To answer, print the line containing "Describe the image" and each line after it in the listing below, exactly as they stand.

BEGIN

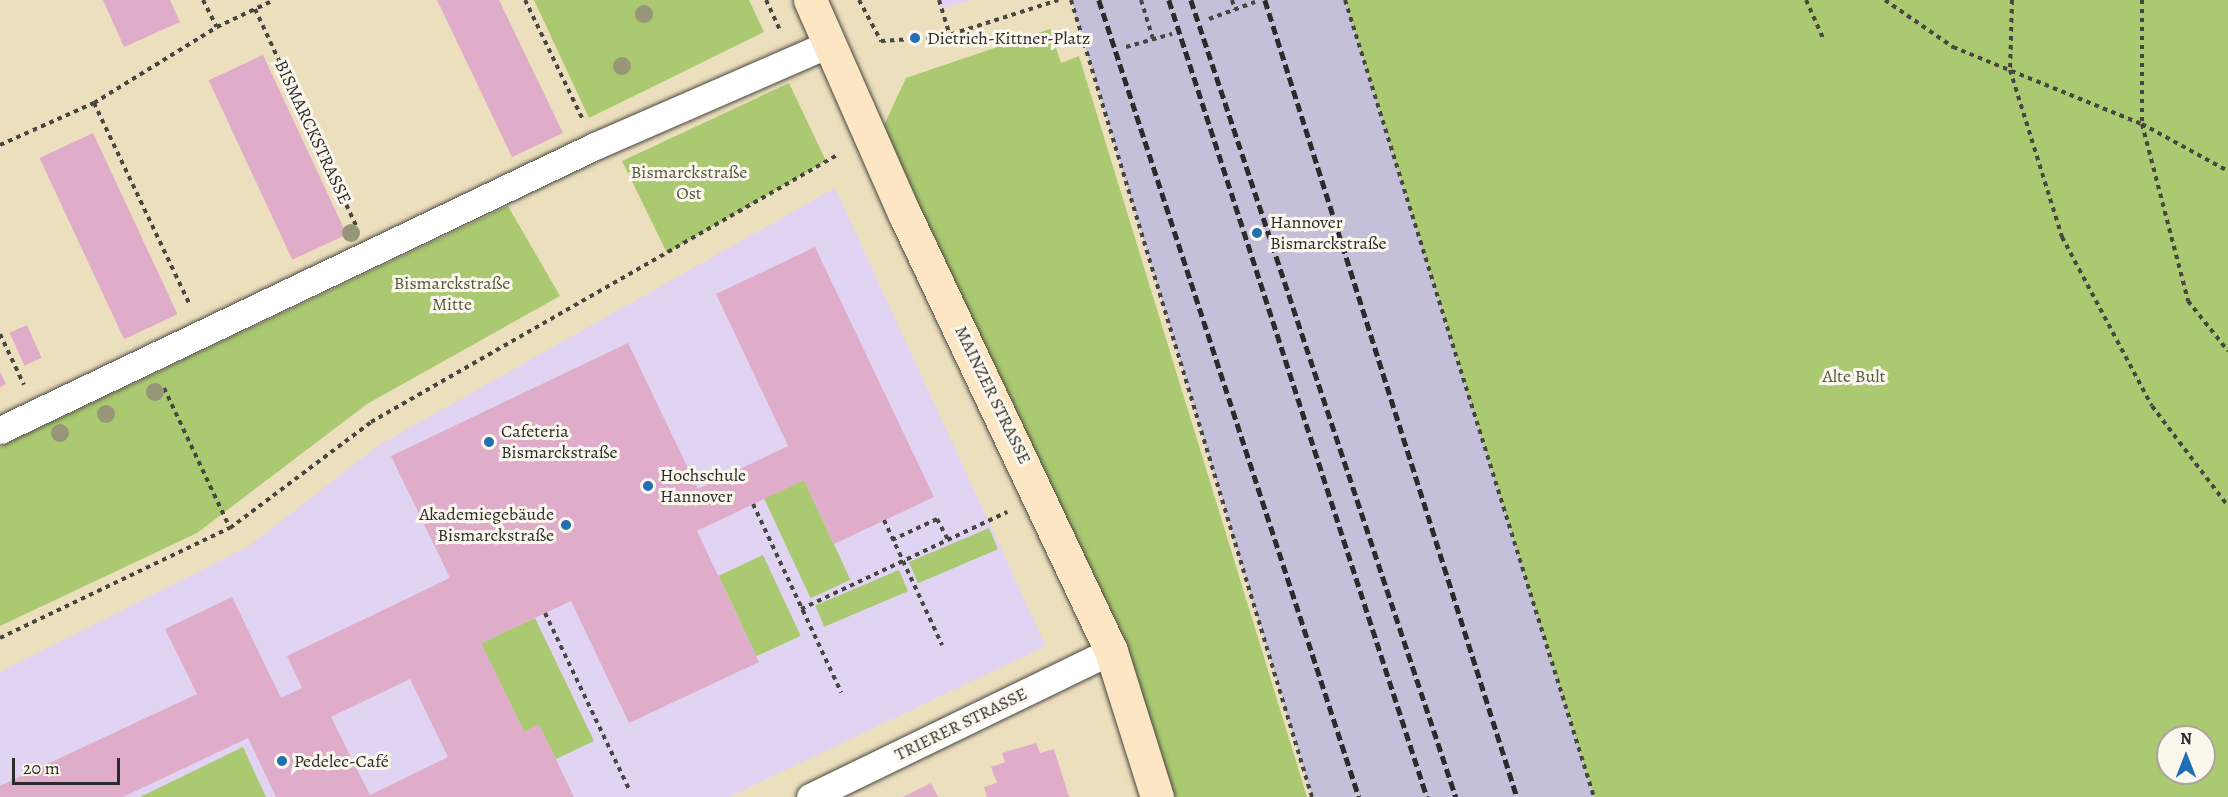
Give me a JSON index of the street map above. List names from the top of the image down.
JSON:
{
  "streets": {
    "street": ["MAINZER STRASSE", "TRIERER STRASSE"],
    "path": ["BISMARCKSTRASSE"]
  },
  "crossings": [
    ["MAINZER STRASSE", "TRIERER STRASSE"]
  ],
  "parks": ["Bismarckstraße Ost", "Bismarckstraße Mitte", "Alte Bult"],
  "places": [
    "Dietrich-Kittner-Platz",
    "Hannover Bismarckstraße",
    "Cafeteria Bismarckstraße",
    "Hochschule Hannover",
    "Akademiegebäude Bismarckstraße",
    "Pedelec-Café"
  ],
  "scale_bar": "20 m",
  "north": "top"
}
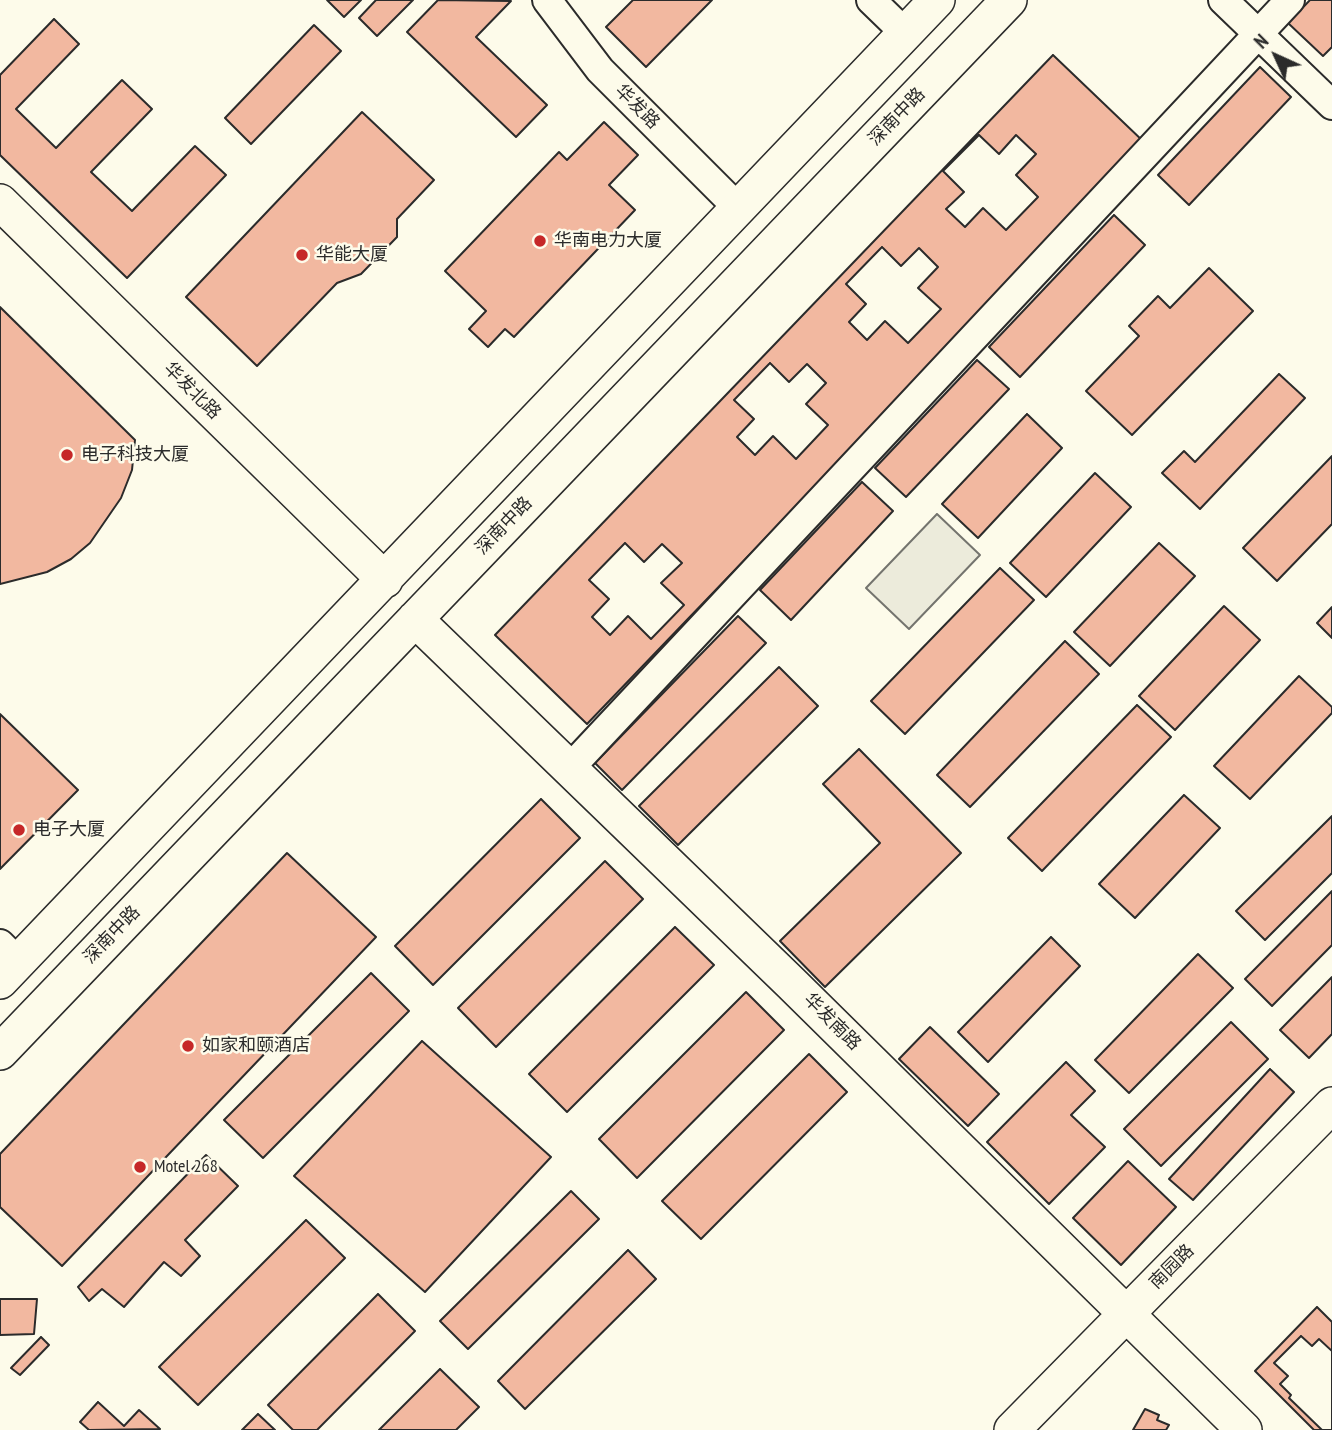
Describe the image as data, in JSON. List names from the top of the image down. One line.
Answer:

END

• **Result of this exercise**:
Describe the image as data, in JSON. List names from the top of the image down. One line.
Answer:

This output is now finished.